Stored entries
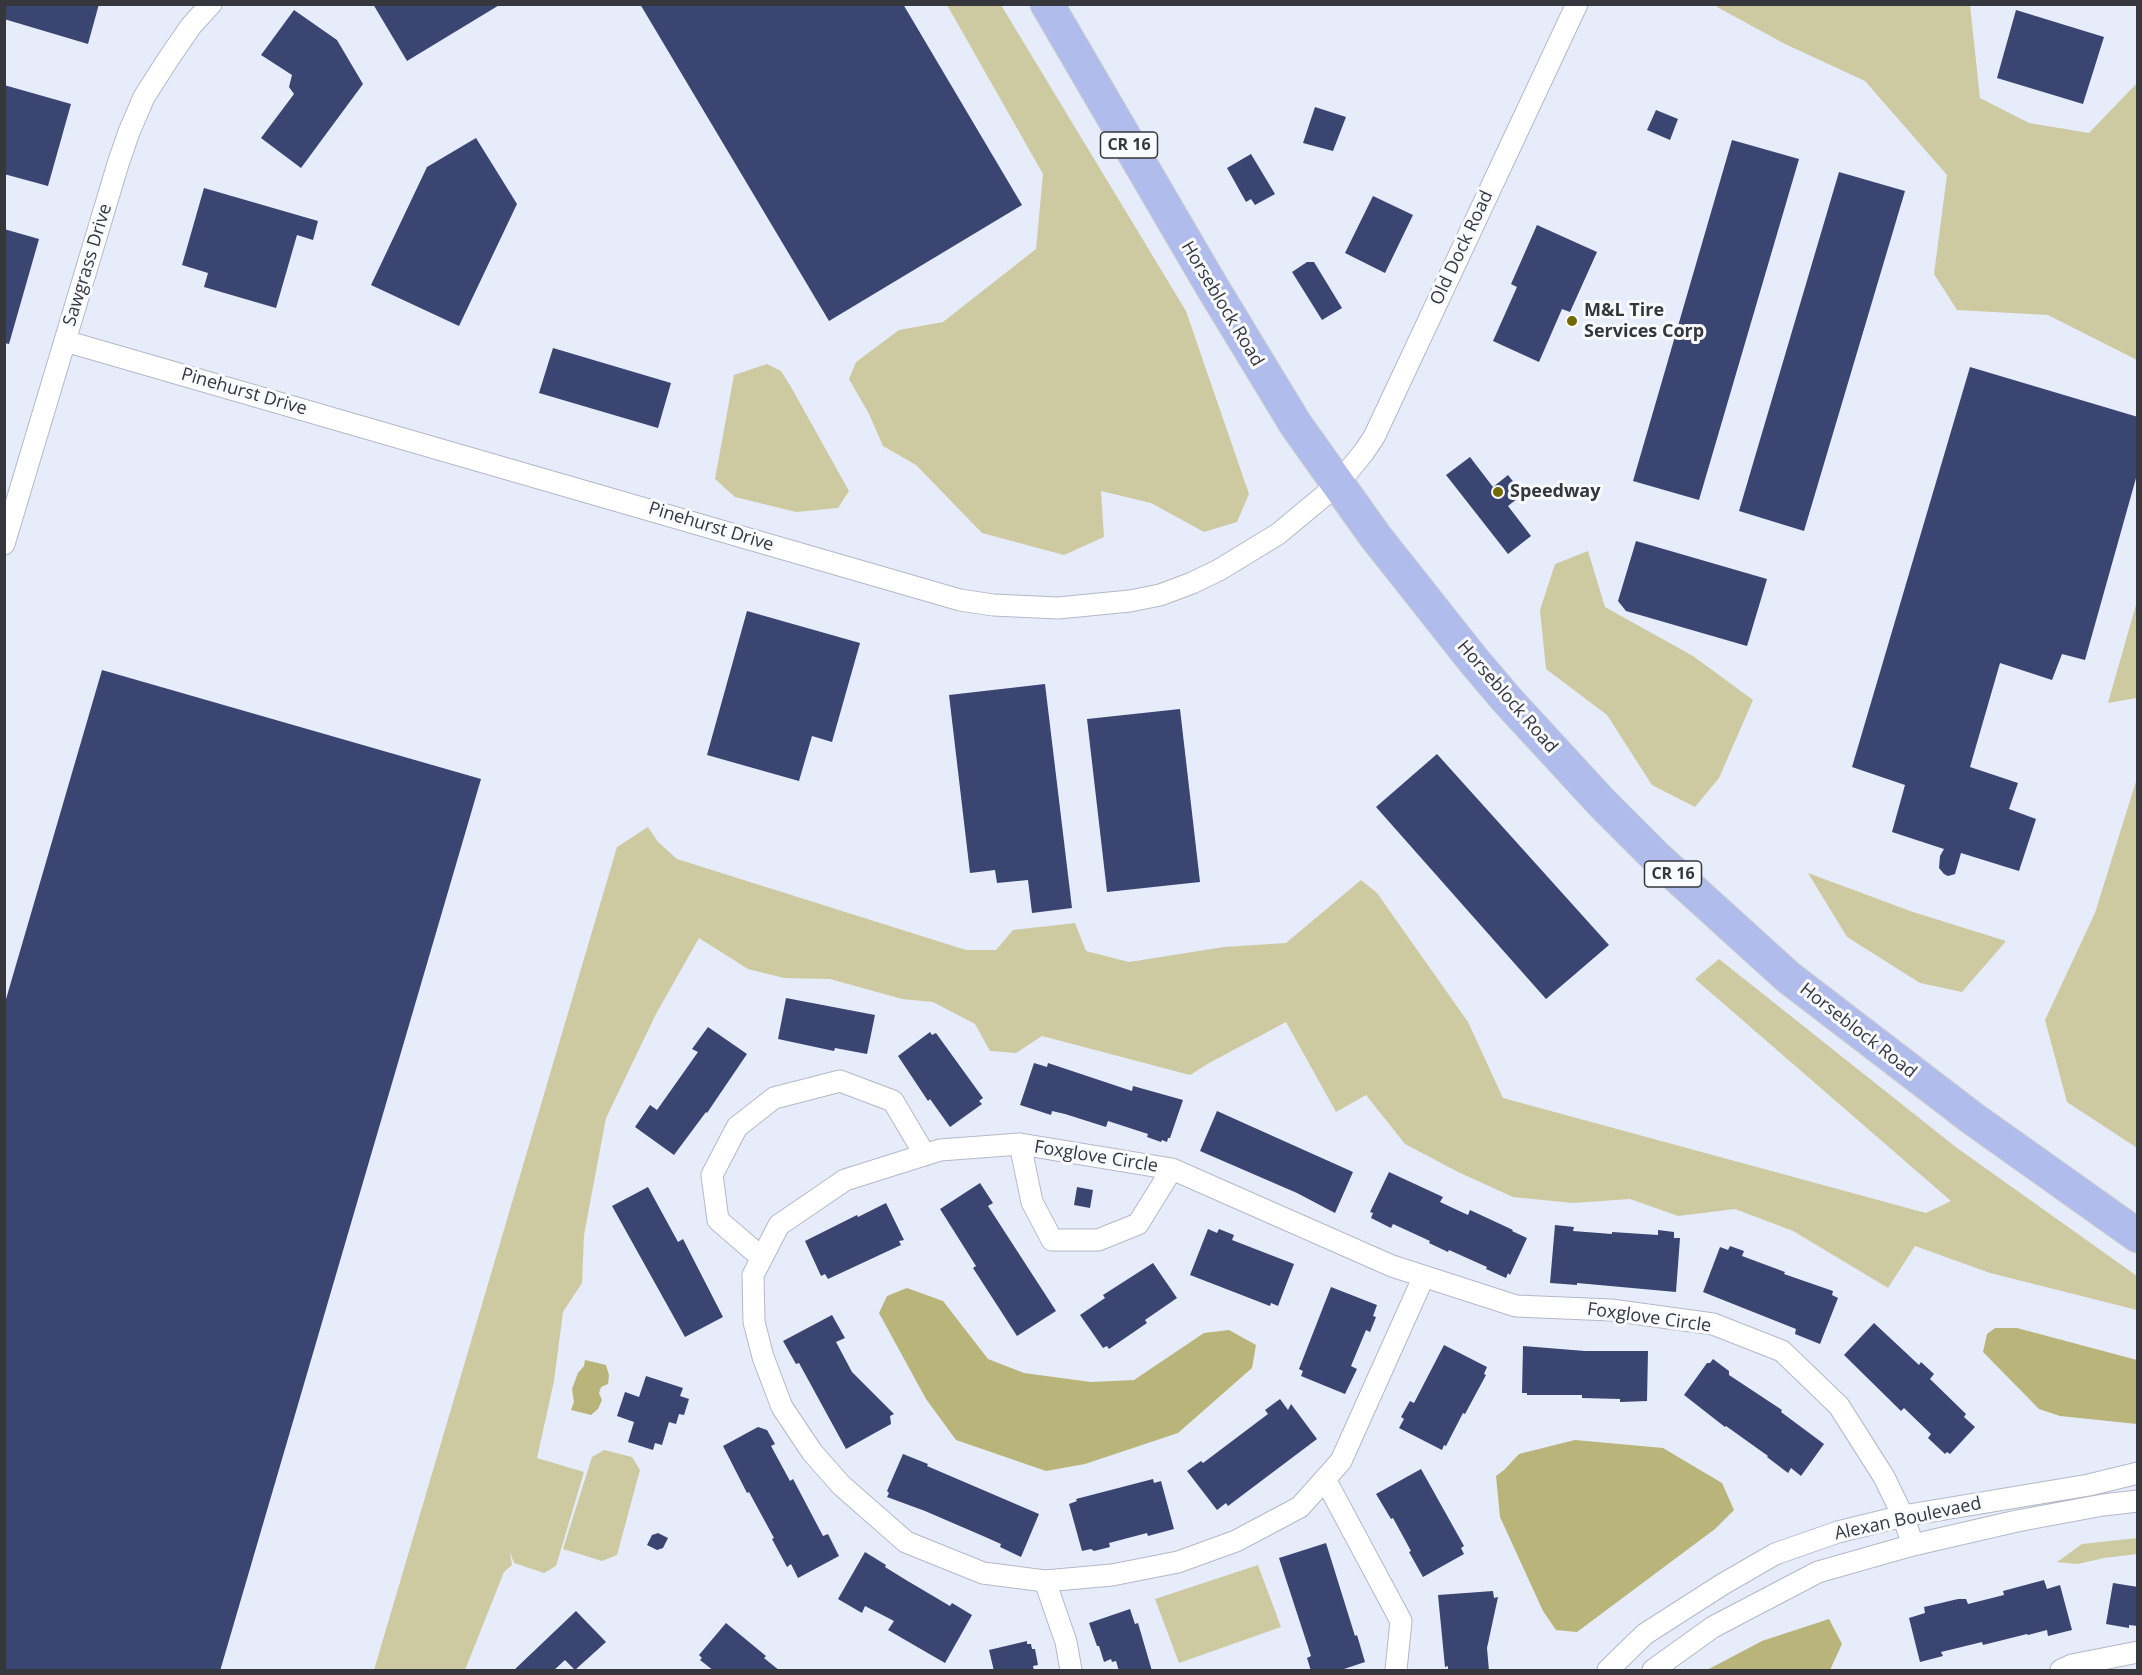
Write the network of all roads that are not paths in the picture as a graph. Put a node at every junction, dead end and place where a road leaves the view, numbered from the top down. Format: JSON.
{"nodes":[{"id":1,"x":211,"y":4,"type":"edge"},
{"id":2,"x":1047,"y":4,"type":"edge"},
{"id":3,"x":1577,"y":4,"type":"edge"},
{"id":4,"x":65,"y":340,"type":"junction"},
{"id":5,"x":1337,"y":484,"type":"junction"},
{"id":6,"x":4,"y":544,"type":"edge"},
{"id":7,"x":1020,"y":1144,"type":"junction"},
{"id":8,"x":925,"y":1155,"type":"junction"},
{"id":9,"x":1172,"y":1169,"type":"junction"},
{"id":10,"x":2138,"y":1236,"type":"edge"},
{"id":11,"x":762,"y":1258,"type":"junction"},
{"id":12,"x":1424,"y":1276,"type":"junction"},
{"id":13,"x":2138,"y":1473,"type":"edge"},
{"id":14,"x":1325,"y":1479,"type":"junction"},
{"id":15,"x":2138,"y":1501,"type":"edge"},
{"id":16,"x":1903,"y":1516,"type":"junction"},
{"id":17,"x":1913,"y":1545,"type":"junction"},
{"id":18,"x":1045,"y":1581,"type":"junction"},
{"id":19,"x":2138,"y":1652,"type":"edge"},
{"id":20,"x":1071,"y":1671,"type":"edge"},
{"id":21,"x":1396,"y":1671,"type":"edge"},
{"id":22,"x":1608,"y":1671,"type":"edge"},
{"id":23,"x":1653,"y":1671,"type":"edge"},
{"id":24,"x":2061,"y":1671,"type":"edge"}],
"edges":[{"from":1,"to":4,"type":"street","name":"Sawgrass Drive"},
{"from":2,"to":5,"type":"main road","name":"Horseblock Road","number":"CR 16"},
{"from":3,"to":5,"type":"street","name":"Old Dock Road"},
{"from":4,"to":5,"type":"street","name":"Pinehurst Drive"},
{"from":4,"to":6,"type":"street","name":"Sawgrass Drive"},
{"from":5,"to":10,"type":"main road","name":"Horseblock Road","number":"CR 16"},
{"from":7,"to":8,"type":"street","name":"Foxglove Circle"},
{"from":7,"to":9,"type":"street","name":"Foxglove Circle"},
{"from":7,"to":9,"type":"street","name":"Foxglove Circle"},
{"from":8,"to":11,"type":"street","name":"Foxglove Circle"},
{"from":8,"to":11,"type":"street"},
{"from":9,"to":12,"type":"street","name":"Foxglove Circle"},
{"from":11,"to":18,"type":"street","name":"Foxglove Circle"},
{"from":12,"to":14,"type":"street","name":"Foxglove Circle"},
{"from":12,"to":16,"type":"street","name":"Foxglove Circle"},
{"from":13,"to":16,"type":"street","name":"Alexan Boulevaed"},
{"from":14,"to":18,"type":"street","name":"Foxglove Circle"},
{"from":14,"to":21,"type":"street"},
{"from":15,"to":17,"type":"street","name":"Alexan Boulevaed"},
{"from":16,"to":17,"type":"street","name":"Foxglove Circle"},
{"from":16,"to":22,"type":"street","name":"Alexan Boulevaed"},
{"from":17,"to":23,"type":"street","name":"Alexan Boulevaed"},
{"from":18,"to":20,"type":"street"},
{"from":19,"to":24,"type":"street"}]}
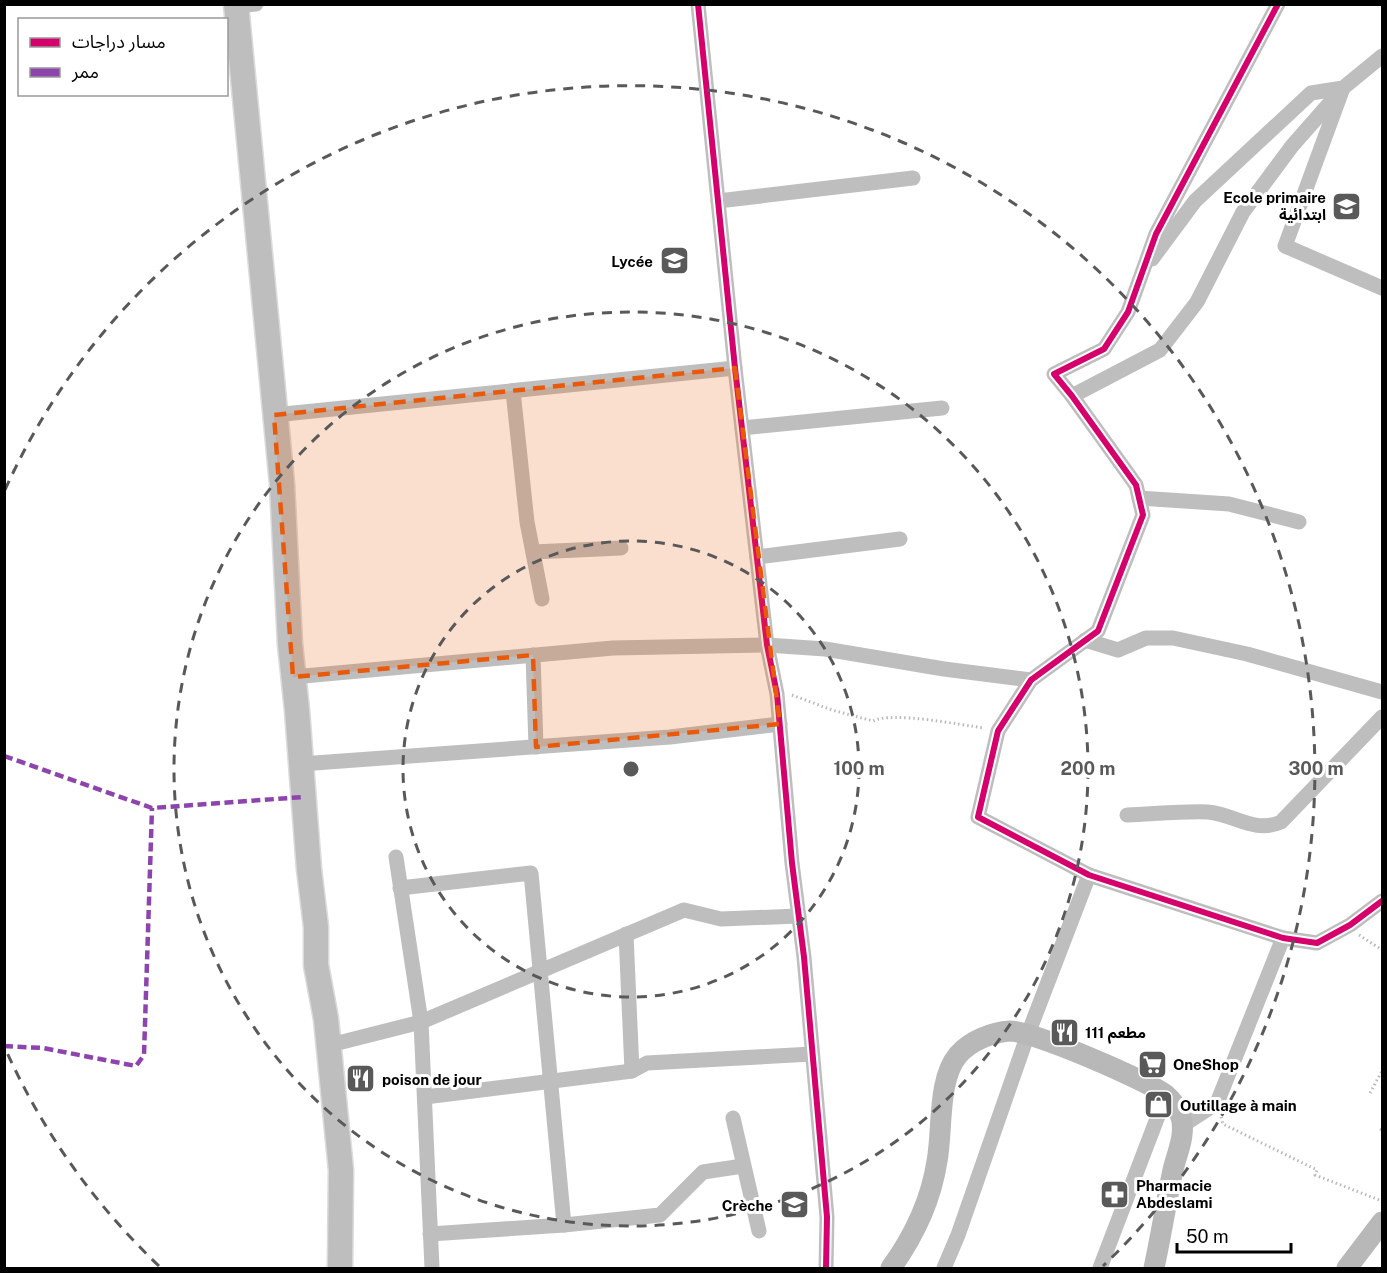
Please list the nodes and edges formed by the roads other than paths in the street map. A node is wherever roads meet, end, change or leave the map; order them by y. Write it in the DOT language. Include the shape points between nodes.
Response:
graph roads {
  1 [pos="698,4"];
  2 [pos="1278,4"];
  3 [pos="243,5"];
  4 [pos="1383,56"];
  5 [pos="1343,88"];
  6 [pos="913,178"];
  7 [pos="718,201"];
  8 [pos="1143,271"];
  9 [pos="1383,288"];
  10 [pos="735,368"];
  11 [pos="513,391"];
  12 [pos="1072,396"];
  13 [pos="942,408"];
  14 [pos="274,415"];
  15 [pos="742,428"];
  16 [pos="1139,498"];
  17 [pos="1299,522"];
  18 [pos="900,539"];
  19 [pos="621,548"];
  20 [pos="533,552"];
  21 [pos="757,557"];
  22 [pos="542,599"];
  23 [pos="1085,640"];
  24 [pos="767,645"];
  25 [pos="533,656"];
  26 [pos="293,677"];
  27 [pos="1031,680"];
  28 [pos="1383,692"];
  29 [pos="1383,717"];
  30 [pos="780,724"];
  31 [pos="536,747"];
  32 [pos="301,764"];
  33 [pos="1127,815"];
  34 [pos="396,857"];
  35 [pos="1089,875"];
  36 [pos="400,888"];
  37 [pos="1383,901"];
  38 [pos="799,916"];
  39 [pos="626,934"];
  40 [pos="1283,938"];
  41 [pos="540,971"];
  42 [pos="421,1022"];
  43 [pos="1028,1034"];
  44 [pos="328,1042"];
  45 [pos="812,1054"];
  46 [pos="632,1071"];
  47 [pos="551,1082"];
  48 [pos="1166,1095"];
  49 [pos="425,1097"];
  50 [pos="733,1118"];
  51 [pos="1182,1126"];
  52 [pos="743,1166"];
  53 [pos="1383,1222"];
  54 [pos="564,1225"];
  55 [pos="759,1231"];
  56 [pos="430,1234"];
  57 [pos="340,1269"];
  58 [pos="432,1269"];
  59 [pos="826,1269"];
  60 [pos="891,1269"];
  61 [pos="944,1269"];
  62 [pos="1100,1269"];
  63 [pos="1154,1269"];
  64 [pos="1347,1269"];
  1 -- 7 [label="street"];
  2 -- 8 [label="street" via="1156,234"];
  3 -- 14 [label="main road"];
  4 -- 5 [label="street"];
  5 -- 8 [label="street" via="1311,93 1195,201"];
  5 -- 9 [label="street" via="1285,246"];
  5 -- 12 [label="street" via="1292,146 1243,212 1197,302 1160,351"];
  6 -- 7 [label="street"];
  7 -- 10 [label="street"];
  8 -- 12 [label="street" via="1128,312 1104,349 1054,374"];
  10 -- 11 [label="street"];
  10 -- 15 [label="street"];
  11 -- 14 [label="street"];
  11 -- 20 [label="street"];
  12 -- 16 [label="street" via="1136,485"];
  13 -- 15 [label="street"];
  14 -- 26 [label="main road"];
  15 -- 21 [label="street"];
  16 -- 17 [label="street" via="1229,504"];
  16 -- 23 [label="street" via="1143,515 1098,631"];
  18 -- 21 [label="street"];
  19 -- 20 [label="street"];
  20 -- 22 [label="street"];
  21 -- 24 [label="street"];
  23 -- 27 [label="street"];
  23 -- 28 [label="street" via="1118,650 1146,638 1173,638"];
  24 -- 25 [label="street" via="613,648"];
  24 -- 27 [label="street" via="825,649"];
  24 -- 30 [label="street"];
  25 -- 26 [label="street"];
  25 -- 31 [label="street"];
  26 -- 32 [label="main road"];
  27 -- 35 [label="street" via="998,731 978,817"];
  29 -- 33 [label="street" via="1274,825 1262,827 1210,812"];
  30 -- 31 [label="street"];
  30 -- 38 [label="street"];
  31 -- 32 [label="street"];
  32 -- 44 [label="main road" via="316,965"];
  34 -- 36 [label="street"];
  35 -- 40 [label="street"];
  35 -- 43 [label="street"];
  36 -- 41 [label="street" via="531,873"];
  36 -- 42 [label="street"];
  37 -- 40 [label="street" via="1317,943"];
  38 -- 39 [label="street" via="721,919 684,910"];
  38 -- 45 [label="street"];
  39 -- 41 [label="street"];
  39 -- 46 [label="street"];
  40 -- 51 [label="street" via="1217,1103"];
  41 -- 42 [label="street"];
  41 -- 47 [label="street"];
  42 -- 44 [label="street"];
  42 -- 49 [label="street"];
  43 -- 48 [label="main road" via="1115,1069"];
  43 -- 60 [label="main road" via="1011,1031 986,1037 970,1044 952,1063 930,1194"];
  43 -- 61 [label="street"];
  44 -- 57 [label="main road" via="341,1170"];
  45 -- 46 [label="street" via="647,1063"];
  45 -- 59 [label="street" via="827,1217"];
  46 -- 47 [label="street"];
  47 -- 49 [label="street"];
  47 -- 54 [label="street"];
  48 -- 51 [label="main road" via="1178,1110"];
  48 -- 62 [label="street"];
  49 -- 56 [label="street"];
  50 -- 52 [label="street"];
  51 -- 63 [label="main road"];
  52 -- 54 [label="street" via="703,1172 660,1215"];
  52 -- 55 [label="street"];
  53 -- 64 [label="main road"];
  54 -- 56 [label="street"];
  56 -- 58 [label="street"];
}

[BRIEF] For the data shown above, give the number of lines where the word "edges" appears, and nothing else.

[WRITTEN REPLY] 2